Der letzte Abschnitt des 5. Kap. wird bezeichnenderweise überschrieben: "Die Septuaginta ­ eine Alternative zur Biblia Hebraica?" M. behandelt darin zunächst den textgeschichtlichen und textkritischen Fragenkomplex, nämlich ob die griechische Übersetzung gegenüber dem hebräischen "Ur-Text" sekundär sei. Er verneint diese Frage mit dem berechtigten Hinweis darauf, daß sich damals erst ein normativer Text der Biblia Hebraica nach und nach herauschälte; der griechische Text beruhe zuweilen auf einem anderen hebräischen Text als dem masoretischen.

Wichtiger ist aber M.s Hinweis auf das Faktum, daß die LXX für die griechisch sprechenden Juden der Diaspora ­ noch einmal: es war die Majorität der Juden! ­ die Biblia Hebraica ersetzte (115: "replaced").
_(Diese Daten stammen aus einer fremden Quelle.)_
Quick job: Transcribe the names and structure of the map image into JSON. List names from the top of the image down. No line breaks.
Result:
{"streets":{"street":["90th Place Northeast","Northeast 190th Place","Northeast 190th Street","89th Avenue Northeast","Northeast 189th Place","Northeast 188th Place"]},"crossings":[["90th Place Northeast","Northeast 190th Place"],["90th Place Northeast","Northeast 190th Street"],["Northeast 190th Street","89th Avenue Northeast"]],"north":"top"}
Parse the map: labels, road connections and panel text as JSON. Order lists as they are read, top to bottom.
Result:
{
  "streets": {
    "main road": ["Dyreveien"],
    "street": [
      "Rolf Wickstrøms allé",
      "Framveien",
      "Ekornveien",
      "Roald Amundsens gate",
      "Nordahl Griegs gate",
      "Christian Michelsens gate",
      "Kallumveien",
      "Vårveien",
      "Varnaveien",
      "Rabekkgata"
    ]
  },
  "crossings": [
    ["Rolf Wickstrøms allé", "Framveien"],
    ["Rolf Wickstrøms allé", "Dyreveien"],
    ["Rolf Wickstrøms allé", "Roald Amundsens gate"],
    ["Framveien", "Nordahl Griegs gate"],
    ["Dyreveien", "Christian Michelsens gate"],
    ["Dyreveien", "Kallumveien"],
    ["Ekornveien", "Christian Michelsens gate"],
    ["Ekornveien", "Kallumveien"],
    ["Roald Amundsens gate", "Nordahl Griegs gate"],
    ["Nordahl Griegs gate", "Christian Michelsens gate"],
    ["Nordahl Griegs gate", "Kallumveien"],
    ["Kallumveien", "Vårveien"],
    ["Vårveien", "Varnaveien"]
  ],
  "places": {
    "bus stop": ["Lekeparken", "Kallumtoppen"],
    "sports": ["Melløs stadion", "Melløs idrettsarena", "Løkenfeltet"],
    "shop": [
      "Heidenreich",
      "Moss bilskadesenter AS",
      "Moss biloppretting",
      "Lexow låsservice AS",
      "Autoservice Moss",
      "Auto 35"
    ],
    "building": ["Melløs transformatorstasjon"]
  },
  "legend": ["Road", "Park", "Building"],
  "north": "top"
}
Die LXX wurde so ihre Bibel! Und Analoges gilt für die Autoren des NT. In historischer Sicht wurde nun eben einmal die LXX in einem weit größeren Ausmaß als die Biblia Hebraica das AT des NT! M. faßt seine Überlegungen in zwei Schlußfolgerungen zusammen (118 f.):

"The first is that what we today call the Hebrew Ur-Text, that is, the Masoretic Bible text, was not the solid basis of Old Testament text transmission" ... "It is not possible, if only for historical reasons, to maintain that the Septuagint is merely a translation and thus a secondary witness in relation to the Jewish Bible. As emphasized by Robert Hanhart in particular, the Septuagint is in many respects a theologically outstanding version of the Old Testament, amplifying the religious traditions of Judaism".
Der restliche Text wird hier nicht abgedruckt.